Currently, district social teams do not have a complete picture of which people in their districts should be prioritised are localised. Having this complete picture would lower their workload and increase the time social teams can spend on value-adding activities such as fall-prevention training. The information they need to complete this picture is about identifying old people that are vulnerable, being able to spot if people have / have not visited a general practitioner, and so on.
Health insurers however do have this information, and at the level of the district. For a long time previously, health insurers focussed on general practitioners for the timely signaling of problems and informing the very old. There is budget available for general practitioners to map their clients, but uptake was low. This money will now be made available to a wider group of professionals, including district social teams and district nursing teams. The aim is not to reduce cooperation with general practitioners but to improve the quality of shared knowledge about vulnerable older populations.


The actions documented above are the outcome of a first joint meeting. A first, but very concrete step, has been made that has the potential to both enhance the quality of care as well as realisation of savings. The Ministry of Health will monitor the implementation of these agreements in the months ahead. In May 2016, the Kafkabrigade will organise a second collective performance review (structured workshop) to review progress and results. We hope that this way of working will be continued.

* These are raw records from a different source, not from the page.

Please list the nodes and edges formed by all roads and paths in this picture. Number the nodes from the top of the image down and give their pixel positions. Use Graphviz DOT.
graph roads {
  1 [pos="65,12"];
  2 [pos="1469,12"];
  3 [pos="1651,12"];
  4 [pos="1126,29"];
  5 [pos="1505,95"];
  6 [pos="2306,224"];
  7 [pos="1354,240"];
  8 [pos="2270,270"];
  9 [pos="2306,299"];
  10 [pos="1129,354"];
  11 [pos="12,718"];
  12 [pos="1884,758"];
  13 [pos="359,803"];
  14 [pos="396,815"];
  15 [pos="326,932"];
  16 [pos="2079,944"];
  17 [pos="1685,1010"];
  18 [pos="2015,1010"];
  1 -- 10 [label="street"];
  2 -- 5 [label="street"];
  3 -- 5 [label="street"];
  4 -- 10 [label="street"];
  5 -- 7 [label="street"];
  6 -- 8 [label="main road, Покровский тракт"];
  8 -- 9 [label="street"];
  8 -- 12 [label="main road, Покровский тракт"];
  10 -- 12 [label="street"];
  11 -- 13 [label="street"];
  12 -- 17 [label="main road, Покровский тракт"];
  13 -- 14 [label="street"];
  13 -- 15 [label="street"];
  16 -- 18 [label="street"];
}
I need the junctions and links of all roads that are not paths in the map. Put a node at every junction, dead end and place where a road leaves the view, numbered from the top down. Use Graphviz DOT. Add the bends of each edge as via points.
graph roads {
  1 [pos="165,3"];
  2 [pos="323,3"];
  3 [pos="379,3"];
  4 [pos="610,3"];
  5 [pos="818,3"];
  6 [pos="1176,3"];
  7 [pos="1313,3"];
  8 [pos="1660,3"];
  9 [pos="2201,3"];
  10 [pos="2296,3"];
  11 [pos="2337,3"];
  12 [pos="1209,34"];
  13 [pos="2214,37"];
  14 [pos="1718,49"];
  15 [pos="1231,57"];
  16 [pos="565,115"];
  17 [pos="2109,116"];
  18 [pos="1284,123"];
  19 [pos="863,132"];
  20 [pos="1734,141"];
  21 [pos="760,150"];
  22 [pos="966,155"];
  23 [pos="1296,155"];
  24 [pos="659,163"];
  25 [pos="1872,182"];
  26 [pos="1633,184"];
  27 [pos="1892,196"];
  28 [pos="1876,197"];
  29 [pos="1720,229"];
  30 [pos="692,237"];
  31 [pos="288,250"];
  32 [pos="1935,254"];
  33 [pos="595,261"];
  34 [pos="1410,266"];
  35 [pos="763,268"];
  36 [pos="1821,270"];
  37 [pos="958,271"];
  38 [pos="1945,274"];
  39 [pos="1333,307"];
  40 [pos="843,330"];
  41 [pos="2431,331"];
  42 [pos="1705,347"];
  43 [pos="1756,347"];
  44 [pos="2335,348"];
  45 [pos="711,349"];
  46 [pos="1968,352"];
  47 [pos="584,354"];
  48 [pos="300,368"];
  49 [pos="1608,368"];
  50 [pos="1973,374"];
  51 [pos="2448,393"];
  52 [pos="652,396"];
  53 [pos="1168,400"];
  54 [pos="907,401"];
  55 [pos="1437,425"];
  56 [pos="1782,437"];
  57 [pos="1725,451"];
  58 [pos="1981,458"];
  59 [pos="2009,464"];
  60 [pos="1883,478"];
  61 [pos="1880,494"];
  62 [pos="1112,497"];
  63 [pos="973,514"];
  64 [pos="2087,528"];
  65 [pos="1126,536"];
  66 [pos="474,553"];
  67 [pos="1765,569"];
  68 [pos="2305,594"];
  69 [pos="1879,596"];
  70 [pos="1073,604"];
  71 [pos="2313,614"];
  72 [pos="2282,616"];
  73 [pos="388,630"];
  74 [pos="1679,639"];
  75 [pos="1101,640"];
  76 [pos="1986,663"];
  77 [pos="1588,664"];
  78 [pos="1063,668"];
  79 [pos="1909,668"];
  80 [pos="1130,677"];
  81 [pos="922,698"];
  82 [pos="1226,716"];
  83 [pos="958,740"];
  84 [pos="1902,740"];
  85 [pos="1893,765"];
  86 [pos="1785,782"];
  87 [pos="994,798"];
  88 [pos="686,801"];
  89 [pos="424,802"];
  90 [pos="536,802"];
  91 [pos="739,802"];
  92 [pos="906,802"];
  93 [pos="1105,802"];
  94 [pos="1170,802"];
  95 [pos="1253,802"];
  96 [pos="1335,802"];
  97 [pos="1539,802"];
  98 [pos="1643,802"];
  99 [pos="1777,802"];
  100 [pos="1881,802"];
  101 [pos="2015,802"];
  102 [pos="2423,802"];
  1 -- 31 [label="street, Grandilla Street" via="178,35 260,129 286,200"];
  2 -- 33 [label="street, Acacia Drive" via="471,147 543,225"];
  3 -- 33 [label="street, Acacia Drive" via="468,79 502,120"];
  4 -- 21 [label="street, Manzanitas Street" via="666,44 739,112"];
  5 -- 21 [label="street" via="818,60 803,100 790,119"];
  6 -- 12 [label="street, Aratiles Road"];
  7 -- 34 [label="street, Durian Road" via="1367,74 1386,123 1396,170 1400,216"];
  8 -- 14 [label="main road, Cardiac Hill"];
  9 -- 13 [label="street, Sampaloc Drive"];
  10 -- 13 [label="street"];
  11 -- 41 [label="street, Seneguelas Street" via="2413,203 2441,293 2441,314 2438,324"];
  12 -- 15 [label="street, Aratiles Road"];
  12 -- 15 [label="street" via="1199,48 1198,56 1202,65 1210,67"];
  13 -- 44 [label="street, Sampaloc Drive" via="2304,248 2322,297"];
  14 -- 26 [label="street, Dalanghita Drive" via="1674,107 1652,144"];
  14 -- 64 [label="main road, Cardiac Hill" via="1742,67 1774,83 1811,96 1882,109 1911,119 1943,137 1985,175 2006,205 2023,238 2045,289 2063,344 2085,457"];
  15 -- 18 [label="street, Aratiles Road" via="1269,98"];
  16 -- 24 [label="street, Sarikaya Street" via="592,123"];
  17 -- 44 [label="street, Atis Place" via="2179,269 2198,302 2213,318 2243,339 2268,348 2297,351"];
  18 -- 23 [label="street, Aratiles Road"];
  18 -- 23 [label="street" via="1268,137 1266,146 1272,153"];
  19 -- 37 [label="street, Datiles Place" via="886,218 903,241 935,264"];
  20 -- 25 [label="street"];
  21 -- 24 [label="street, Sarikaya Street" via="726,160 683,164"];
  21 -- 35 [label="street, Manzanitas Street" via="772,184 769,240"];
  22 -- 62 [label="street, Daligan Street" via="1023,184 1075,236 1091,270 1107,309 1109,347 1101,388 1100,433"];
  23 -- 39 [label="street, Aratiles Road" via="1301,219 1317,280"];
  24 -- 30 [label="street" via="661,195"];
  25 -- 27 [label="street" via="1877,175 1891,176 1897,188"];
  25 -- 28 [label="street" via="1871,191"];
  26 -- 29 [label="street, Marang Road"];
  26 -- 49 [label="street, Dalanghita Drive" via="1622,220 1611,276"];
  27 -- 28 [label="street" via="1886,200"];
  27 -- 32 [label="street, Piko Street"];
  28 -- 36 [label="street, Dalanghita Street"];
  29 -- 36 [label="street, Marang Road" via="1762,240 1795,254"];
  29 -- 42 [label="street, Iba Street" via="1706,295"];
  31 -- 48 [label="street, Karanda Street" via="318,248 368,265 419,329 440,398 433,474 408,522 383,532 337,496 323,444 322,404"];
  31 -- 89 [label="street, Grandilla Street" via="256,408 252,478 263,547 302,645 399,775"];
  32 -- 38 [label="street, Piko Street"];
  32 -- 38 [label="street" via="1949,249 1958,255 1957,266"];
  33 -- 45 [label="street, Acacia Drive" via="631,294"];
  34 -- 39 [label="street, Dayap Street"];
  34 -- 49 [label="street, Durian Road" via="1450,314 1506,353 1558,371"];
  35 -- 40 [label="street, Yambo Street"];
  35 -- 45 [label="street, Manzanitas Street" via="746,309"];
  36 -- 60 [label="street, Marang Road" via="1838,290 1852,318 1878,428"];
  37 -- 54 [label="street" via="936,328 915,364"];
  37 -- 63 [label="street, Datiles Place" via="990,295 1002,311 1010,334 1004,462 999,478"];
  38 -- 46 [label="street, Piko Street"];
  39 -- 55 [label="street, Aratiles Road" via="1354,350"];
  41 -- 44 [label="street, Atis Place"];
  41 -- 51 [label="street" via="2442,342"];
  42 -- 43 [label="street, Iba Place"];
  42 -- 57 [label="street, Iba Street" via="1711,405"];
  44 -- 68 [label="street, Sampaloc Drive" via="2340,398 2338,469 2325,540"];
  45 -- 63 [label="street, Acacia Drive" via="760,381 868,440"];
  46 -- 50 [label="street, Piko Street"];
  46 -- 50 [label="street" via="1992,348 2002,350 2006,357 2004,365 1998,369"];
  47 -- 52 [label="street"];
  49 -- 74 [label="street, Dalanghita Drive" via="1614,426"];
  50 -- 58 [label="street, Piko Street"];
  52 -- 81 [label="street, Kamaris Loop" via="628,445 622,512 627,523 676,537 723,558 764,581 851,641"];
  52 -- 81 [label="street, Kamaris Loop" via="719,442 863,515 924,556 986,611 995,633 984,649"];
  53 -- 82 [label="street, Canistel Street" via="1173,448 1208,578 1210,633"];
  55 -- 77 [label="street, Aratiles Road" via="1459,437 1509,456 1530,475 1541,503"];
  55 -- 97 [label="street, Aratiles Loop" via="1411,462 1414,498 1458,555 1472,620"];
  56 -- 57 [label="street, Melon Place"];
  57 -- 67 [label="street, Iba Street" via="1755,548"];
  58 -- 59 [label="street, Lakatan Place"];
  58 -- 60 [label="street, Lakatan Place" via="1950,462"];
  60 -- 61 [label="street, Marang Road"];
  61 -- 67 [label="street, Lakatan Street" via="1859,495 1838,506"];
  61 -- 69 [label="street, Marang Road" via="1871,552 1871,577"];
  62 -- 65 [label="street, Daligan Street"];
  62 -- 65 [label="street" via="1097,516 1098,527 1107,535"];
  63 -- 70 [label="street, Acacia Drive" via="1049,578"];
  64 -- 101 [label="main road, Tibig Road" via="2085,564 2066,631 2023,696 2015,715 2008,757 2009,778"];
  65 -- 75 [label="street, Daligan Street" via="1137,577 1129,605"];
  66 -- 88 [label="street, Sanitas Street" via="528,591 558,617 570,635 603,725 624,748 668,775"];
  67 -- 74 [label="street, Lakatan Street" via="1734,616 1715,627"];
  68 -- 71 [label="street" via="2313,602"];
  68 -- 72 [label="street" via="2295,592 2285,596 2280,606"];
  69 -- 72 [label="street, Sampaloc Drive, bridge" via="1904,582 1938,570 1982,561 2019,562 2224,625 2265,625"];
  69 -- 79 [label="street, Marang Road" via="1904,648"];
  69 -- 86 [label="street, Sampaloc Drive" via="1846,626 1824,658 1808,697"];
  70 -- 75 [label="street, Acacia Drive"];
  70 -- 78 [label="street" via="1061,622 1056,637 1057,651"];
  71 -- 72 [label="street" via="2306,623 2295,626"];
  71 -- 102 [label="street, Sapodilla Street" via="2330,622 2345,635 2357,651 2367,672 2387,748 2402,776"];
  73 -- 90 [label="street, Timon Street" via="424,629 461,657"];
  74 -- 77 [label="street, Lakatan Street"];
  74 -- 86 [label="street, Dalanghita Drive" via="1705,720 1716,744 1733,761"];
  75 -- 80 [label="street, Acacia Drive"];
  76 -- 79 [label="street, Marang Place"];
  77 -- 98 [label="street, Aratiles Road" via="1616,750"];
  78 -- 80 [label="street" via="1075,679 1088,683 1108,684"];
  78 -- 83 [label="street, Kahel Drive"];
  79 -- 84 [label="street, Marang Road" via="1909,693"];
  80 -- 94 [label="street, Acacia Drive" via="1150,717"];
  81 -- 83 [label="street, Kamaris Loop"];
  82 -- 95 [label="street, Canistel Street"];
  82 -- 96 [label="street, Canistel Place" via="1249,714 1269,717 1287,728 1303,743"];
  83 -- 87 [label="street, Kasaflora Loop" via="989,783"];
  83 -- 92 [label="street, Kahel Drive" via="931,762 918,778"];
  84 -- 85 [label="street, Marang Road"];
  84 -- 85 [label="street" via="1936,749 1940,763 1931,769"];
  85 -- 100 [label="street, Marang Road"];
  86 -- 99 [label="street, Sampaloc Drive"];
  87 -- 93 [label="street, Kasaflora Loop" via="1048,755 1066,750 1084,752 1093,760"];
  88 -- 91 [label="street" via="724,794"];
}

We would like to thank Ron and Rina, two citizens that have given their time to help improve our public services. We thank all organisations involved: the hospital, The Zaans Medical Center; the care organisation, Evean; the Health Insurer, Silver Cross;. Even more we thank the professionals. Without their openess and their willingness to be vulnerable and talk about what goes wrong, we would not have gained this much insight in how things work in the real world. We further thank them for their willingness to look beyond institutional boundaries to what should be achieved collectively as well as for their concrete pledges to take these first important steps towards this joint challenge. Finally we thank the minister of Health, Edith Schippers, and her team at the Ministery for her willingness to look at how policy works in practise.